Super Bowl not so super?

Aaron Kolb
Aaron Kolb

The first thing I noticed moving from Arizona to Colorado last fall was the orange. That tough, inflexible orange, unapologetically unlovely and making no claim to be anything other than what it is. And it was everywhere. What I mean, of course, is that Coloradoans sure do take their professional football seriously. Comparisons between football and religion cease to be just hyperbole when you take a step over the old state line. With the Denver Broncos headed to the Super Bowl this weekend (I will pause to let the cheers settle down), football fever among CSU students is beginning to make the plague lazy and unambitious.

Now that is not a bad thing. It’s great to have passion for the local team because that inspires a sense of pride and unity in an increasingly fractured society. I sometimes wished that my hometown cared half as much about the Cardinals as Fort Collins does for the Broncos, if only to bring that sense of bonding as the community collectively is uplifted through victory or suffers in defeat. But since we will all be gathering around televisions next month for the big game I think it is timely to discuss a few uncomfortable issues that have been recently coming to light about football.


As anyone who watched (and in replays, watched and watched and watched) the sickening knee contortions that tore 49ers linebacker NaVorro Bowman’s ACL and MCL on Sunday knows, football has the tendency to resemble an organized car crash instead of a sport.
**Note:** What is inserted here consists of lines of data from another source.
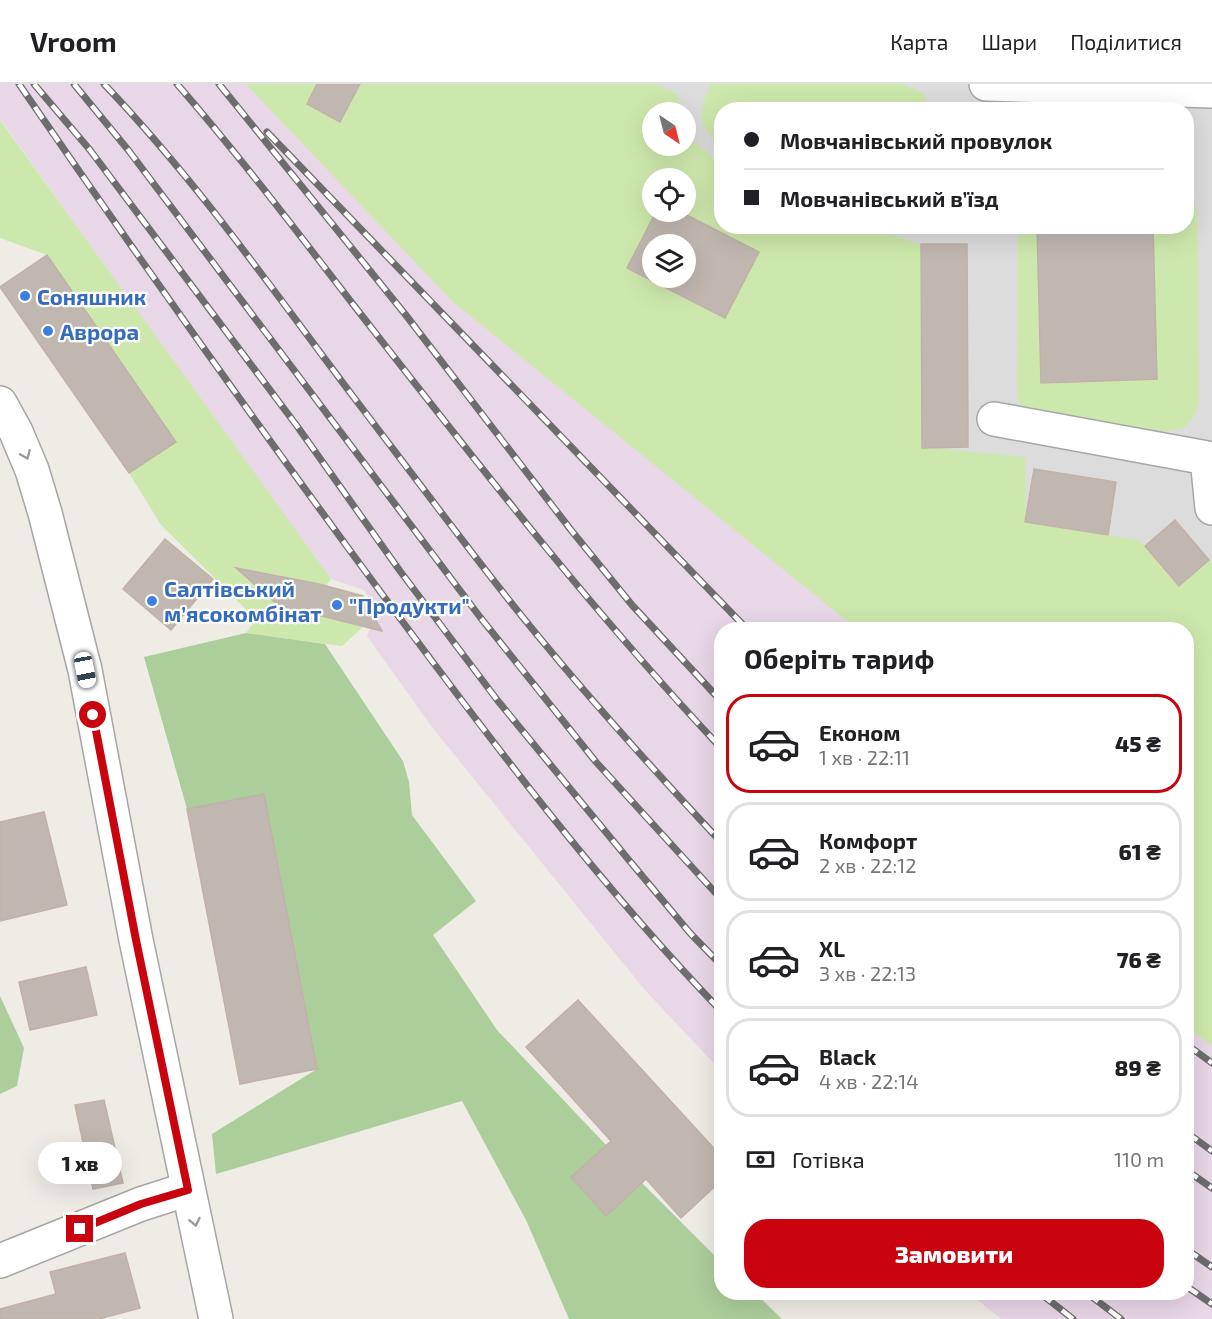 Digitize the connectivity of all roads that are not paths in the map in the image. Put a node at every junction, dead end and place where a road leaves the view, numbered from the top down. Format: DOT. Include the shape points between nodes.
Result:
graph roads {
  1 [pos="986,84"];
  2 [pos="1212,91"];
  3 [pos="0,403"];
  4 [pos="994,418"];
  5 [pos="1212,508"];
  6 [pos="188,1190"];
  7 [pos="0,1261"];
  8 [pos="216,1319"];
  1 -- 2 [label="street"];
  3 -- 6 [label="street, one-way" via="32,470 85,670"];
  4 -- 5 [label="street" via="1208,458"];
  6 -- 7 [label="street" via="141,1204"];
  6 -- 8 [label="street, one-way"];
}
By my count the four teams that played in the conference championships have a total of 35 injured players. When compared to the NFL’s 53 player roster this gives an injury rate of 16.5 percent. An army experiencing that level of casualty would be quite literally decimated.

Let’s be realistic, part of me says, these are grown men that choose to be on the field. They know the risks. And what about those millions of dollars per year that they make? Surely that is worth a torn ACL and a few concussions.
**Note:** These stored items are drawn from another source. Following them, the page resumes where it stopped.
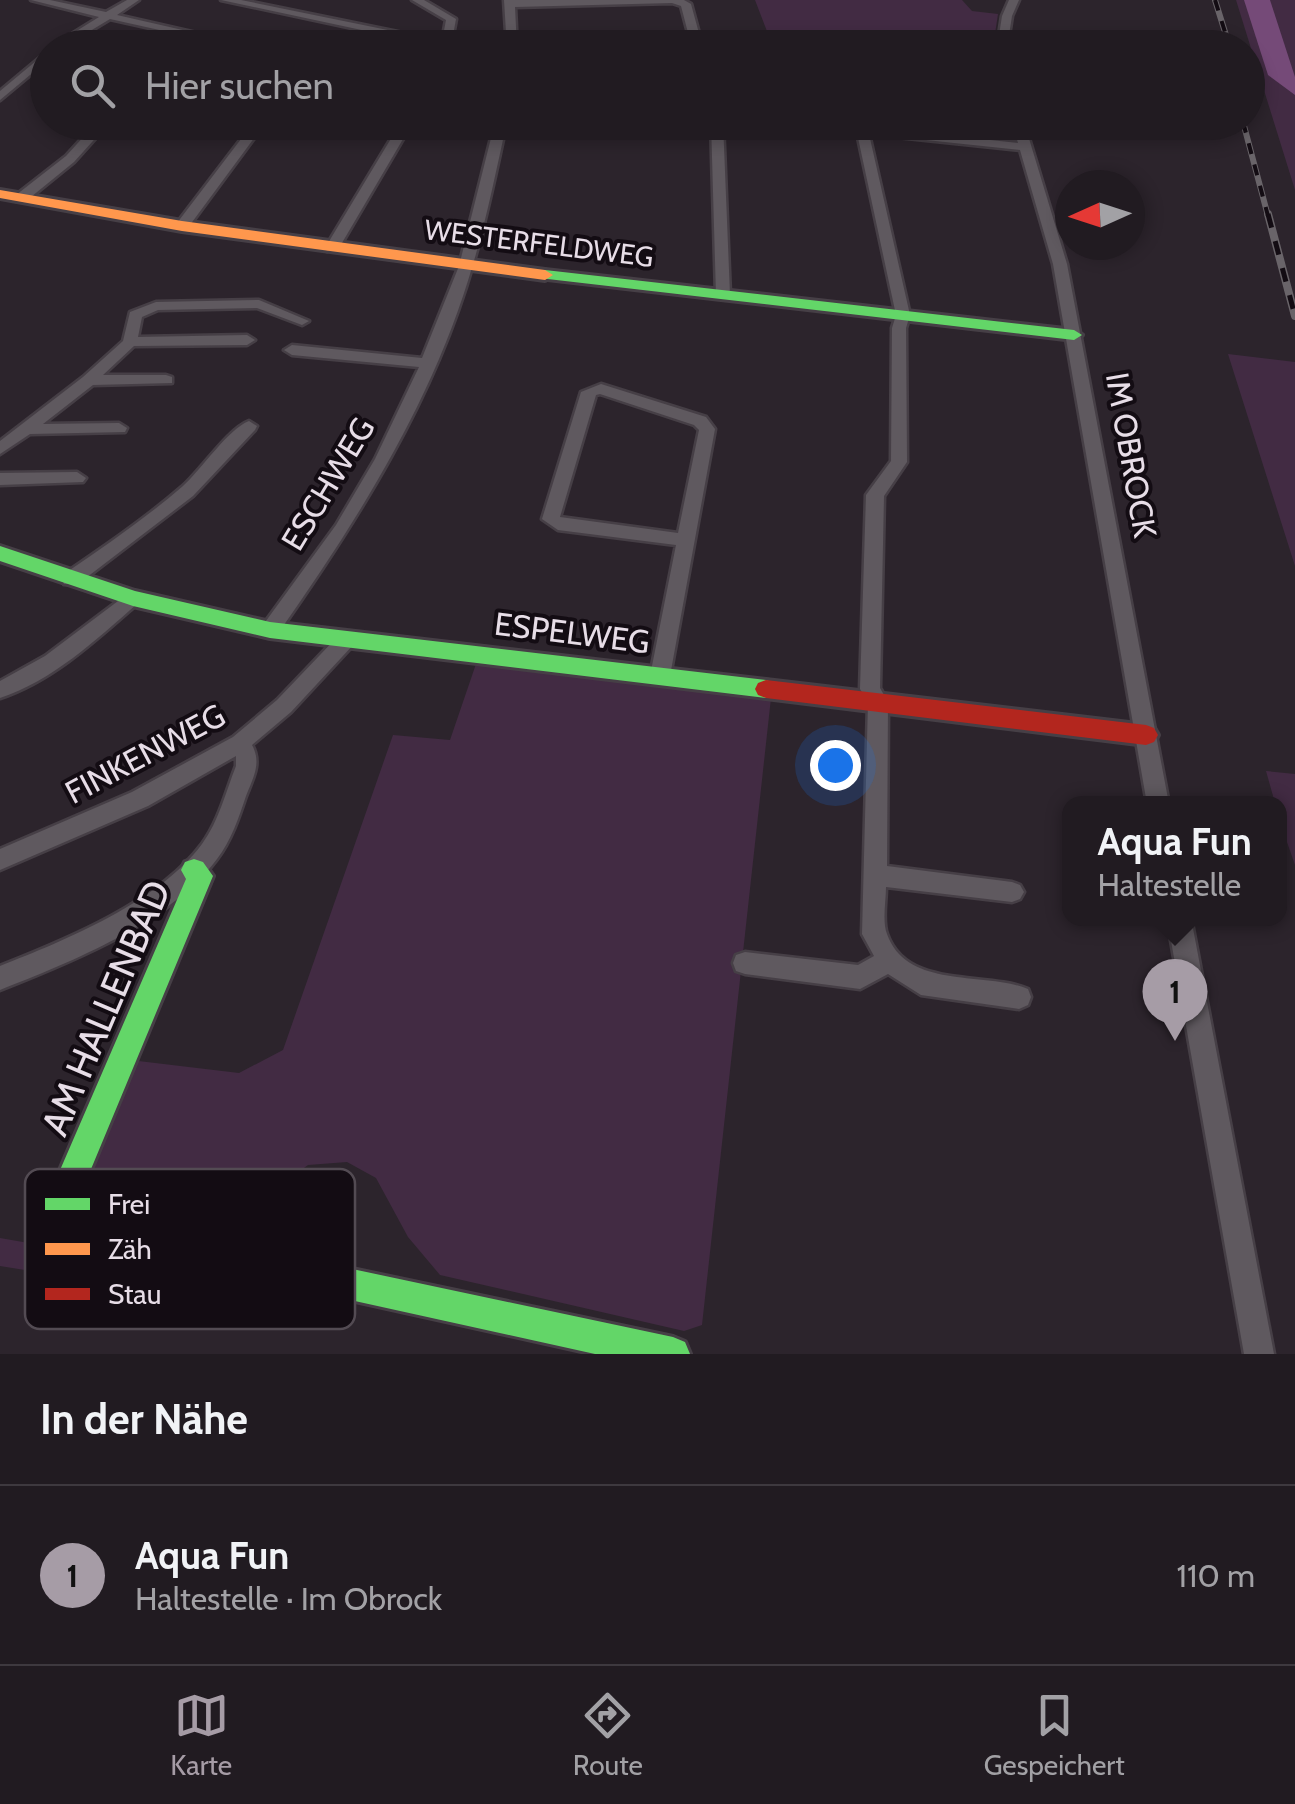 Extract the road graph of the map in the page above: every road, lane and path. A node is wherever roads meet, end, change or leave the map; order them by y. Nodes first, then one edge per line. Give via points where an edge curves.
1 (36, 0) edge
2 (134, 0) edge
3 (226, 0) edge
4 (417, 0) edge
5 (672, 0) edge
6 (1014, 0) edge
7 (600, 1) edge
8 (510, 2) edge
9 (102, 17) junction
10 (82, 30) edge
11 (166, 30) edge
12 (372, 30) edge
13 (449, 30) edge
14 (511, 30) edge
15 (693, 30) edge
16 (1005, 30) edge
17 (30, 70) edge
18 (0, 97) edge
19 (87, 140) edge
20 (246, 140) edge
21 (396, 140) edge
22 (497, 140) edge
23 (718, 140) edge
24 (864, 140) edge
25 (958, 140) edge
26 (1023, 140) edge
27 (1025, 147) junction
28 (11, 196) edge
29 (182, 226) junction
30 (332, 248) junction
31 (466, 266) junction
32 (723, 295) junction
33 (904, 315) junction
34 (302, 322) dead end
35 (1074, 335) junction
36 (247, 340) dead end
37 (130, 342) junction
38 (292, 350) dead end
39 (428, 362) junction
40 (89, 380) junction
41 (166, 380) dead end
42 (249, 426) dead end
43 (119, 428) dead end
44 (28, 429) junction
45 (0, 449) edge
46 (77, 478) dead end
47 (0, 479) edge
48 (688, 540) junction
49 (0, 553) edge
50 (71, 579) junction
51 (130, 599) junction
52 (270, 630) junction
53 (347, 639) junction
54 (660, 676) junction
55 (0, 690) edge
56 (878, 702) junction
57 (1146, 735) junction
58 (240, 743) junction
59 (1157, 796) edge
60 (0, 860) edge
61 (194, 870) junction
62 (875, 875) junction
63 (1012, 892) dead end
64 (1181, 926) edge
65 (889, 960) junction
66 (745, 963) dead end
67 (0, 978) edge
68 (1019, 996) dead end
69 (76, 1169) edge
70 (355, 1286) edge
71 (673, 1354) edge
72 (1259, 1354) edge

1 - 9 street
2 - 9 street
3 - 12 street
4 - 13 street via 451,19
5 - 7 street
5 - 15 street via 686,4
6 - 16 street
7 - 8 street
8 - 14 street
9 - 10 street
9 - 11 street
17 - 18 street
19 - 28 street via 70,159
20 - 29 street
21 - 30 street
22 - 31 street, ESCHWEG
23 - 32 street
24 - 33 street
25 - 27 street
26 - 27 street, IM OBROCK
27 - 35 street, IM OBROCK
28 - 29 street, WESTERFELDWEG
29 - 30 street, WESTERFELDWEG
30 - 31 street, WESTERFELDWEG
31 - 32 street, WESTERFELDWEG
31 - 39 street, ESCHWEG
32 - 33 street, WESTERFELDWEG
33 - 35 street, WESTERFELDWEG
33 - 56 street via 899,462 875,495 870,689
34 - 37 street via 259,304 156,306 135,315
35 - 57 street, IM OBROCK
36 - 37 street
37 - 40 street
38 - 39 street
39 - 52 street, ESCHWEG via 342,529
40 - 41 street
40 - 44 street
42 - 50 street via 162,515
43 - 44 street
44 - 45 street
46 - 47 street
48 - 48 street via 707,429 601,389 589,392 551,519
48 - 54 street
49 - 50 street, ESPELWEG
50 - 51 street, ESPELWEG
51 - 52 street, ESPELWEG
51 - 55 street via 92,633
52 - 53 street, ESPELWEG
53 - 54 street, ESPELWEG
53 - 58 street, FINKENWEG
54 - 56 street, ESPELWEG
56 - 57 street, ESPELWEG
56 - 62 street
57 - 59 street, IM OBROCK
58 - 60 street, FINKENWEG via 140,798
58 - 61 street, AM HALLENBAD via 247,766 212,848
61 - 67 street via 152,902
61 - 69 street, AM HALLENBAD via 200,876
62 - 63 street
62 - 65 street via 874,934
64 - 72 street
65 - 66 street via 860,977
65 - 68 street via 921,983
70 - 71 street, AM HALLENBAD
 If it were only bruised and broken bones that would be one thing, but head injuries are different. The past 20 years have seen the growing awareness of just how harmful repeated concussions are. A recent study carried out by the Imperial College of Medicine that found that football players exhibited “some of the most pronounced abnormalities in brain activity that I have ever seen.” Another by the Loyola University Medical Center found that seven out of ten former players showed signs of dementia of Alzheimer’s. We can no longer just tell players to “shake it off” and expect them to be okay.

The most startling developments regarding concussions are some well publicized hardships faced by players such as Junior Seau, who committed suicide in 2012 and whose brain was found to have symptoms of a degenerative disease that was certainly caused by repeated hits. This disease, chronic traumatic encephalopathy, is relatively common among players and has been linked to risk of depression, dementia, suicide, and death.
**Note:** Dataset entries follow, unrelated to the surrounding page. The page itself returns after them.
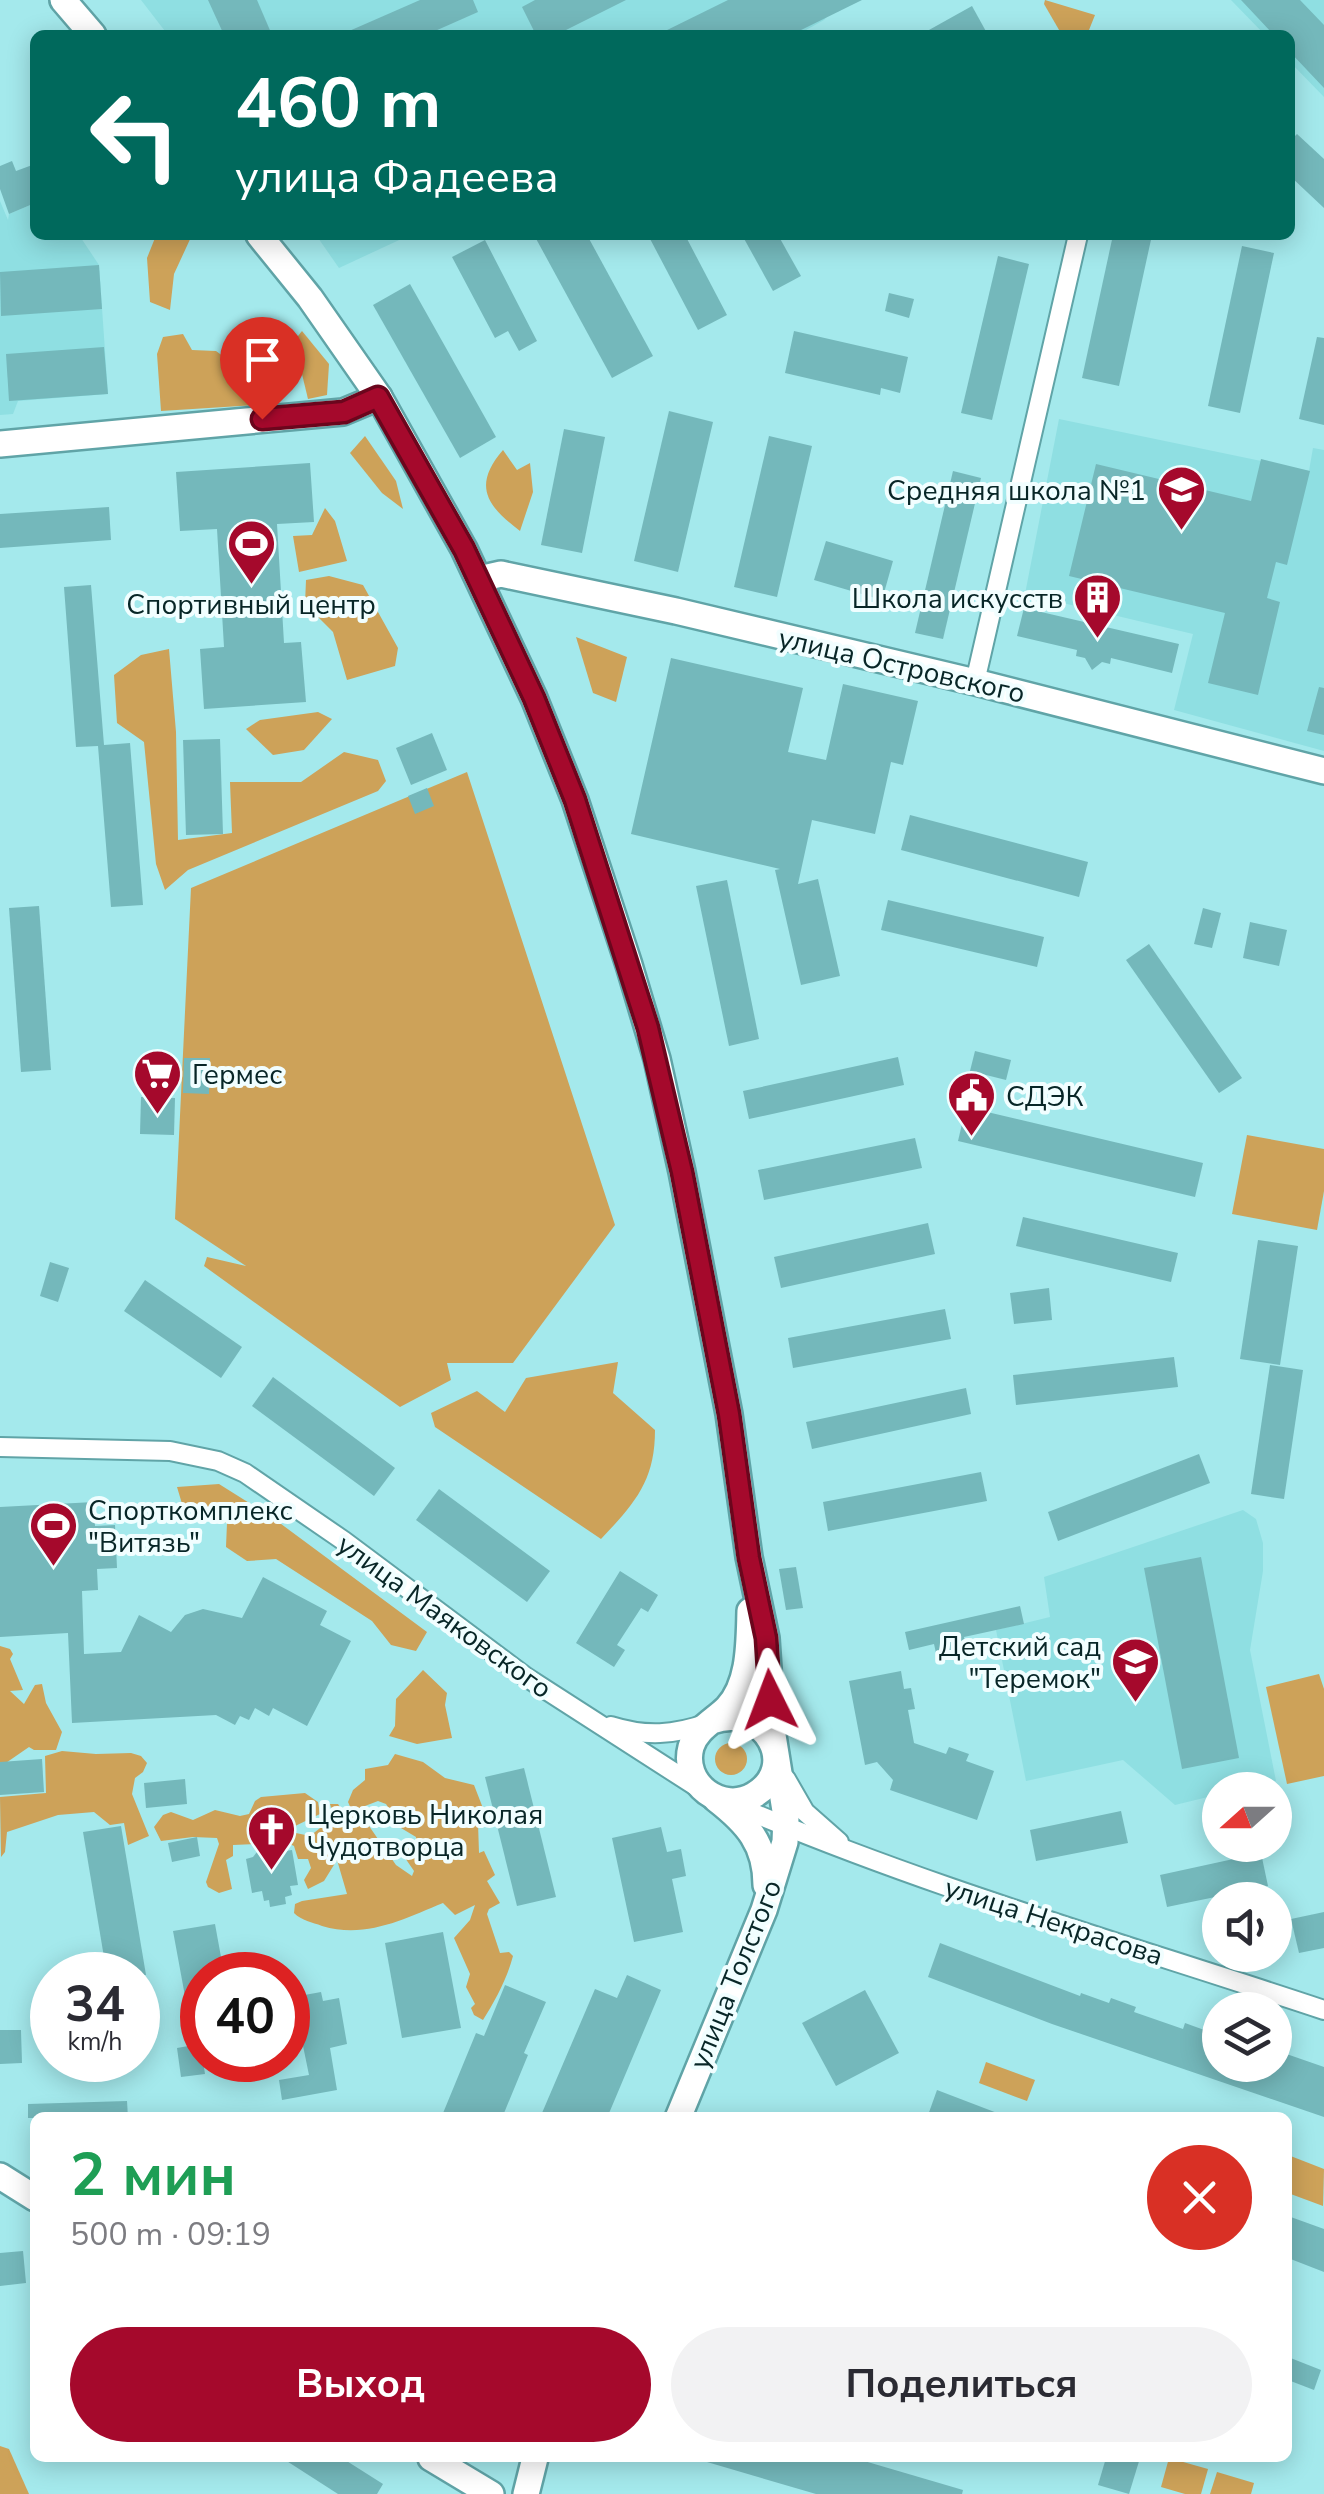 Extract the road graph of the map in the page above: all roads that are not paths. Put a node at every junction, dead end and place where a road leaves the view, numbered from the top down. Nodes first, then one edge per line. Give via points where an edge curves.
1 (62, 0) edge
2 (89, 30) edge
3 (263, 240) edge
4 (1077, 240) edge
5 (378, 397) junction
6 (0, 444) edge
7 (479, 580) junction
8 (974, 682) junction
9 (1324, 771) edge
10 (0, 1446) edge
11 (749, 1558) junction
12 (583, 1716) junction
13 (712, 1721) junction
14 (774, 1751) junction
15 (714, 1796) junction
16 (786, 1828) junction
17 (851, 1852) junction
18 (764, 1910) junction
19 (1324, 2010) edge
20 (680, 2112) edge
21 (0, 2176) edge
22 (30, 2195) edge
23 (438, 2462) edge
24 (534, 2462) edge
25 (491, 2494) edge
26 (526, 2494) edge

1 - 2 street
3 - 5 street
4 - 8 street
5 - 6 street via 344,412
5 - 7 street
7 - 8 street, улица Островского via 501,574 542,582
7 - 11 street via 575,800 657,1059 729,1414
8 - 9 street, улица Островского
10 - 12 street, улица Маяковского via 142,1448 231,1467 284,1498
11 - 13 street via 744,1676 730,1705
11 - 14 street via 766,1638
12 - 13 street via 655,1735
12 - 15 street, улица Маяковского
13 - 14 street via 746,1718 762,1728
13 - 15 street via 694,1739 690,1755 694,1779
14 - 15 street via 772,1773 760,1792 740,1801
14 - 16 street
14 - 17 street via 805,1812
15 - 16 street, улица Маяковского
15 - 18 street via 762,1848
16 - 17 street, улица Некрасова
16 - 18 street, улица Толстого
17 - 19 street, улица Некрасова
18 - 20 street, улица Толстого
21 - 22 street
23 - 25 street
24 - 26 street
This all makes me have second thoughts when I see a game on TV. Is our need to be entertained so great that we are willing to ignore the obvious dangers of the game? Athletes are sometimes described as modern day gladiators, but in football that comparison seems all too apt. In light of all we now know, can it be considered ethical to watch football and fuel the system that damages so many lives?

Despite all that I’ve just said, I am a football fan. I grew up watching the sport, I enjoy following it, and I will certainly sit down next weekend to watch the Super Bowl.  If that makes me a bit of a hypocrite than very well, I guess I am a bit of a hypocrite. But we can no longer feign ignorance. I do not ask anybody to boycott watching the Super Bowl but just to keep in mind that behind the lights and the glamour the NFL has a dark side.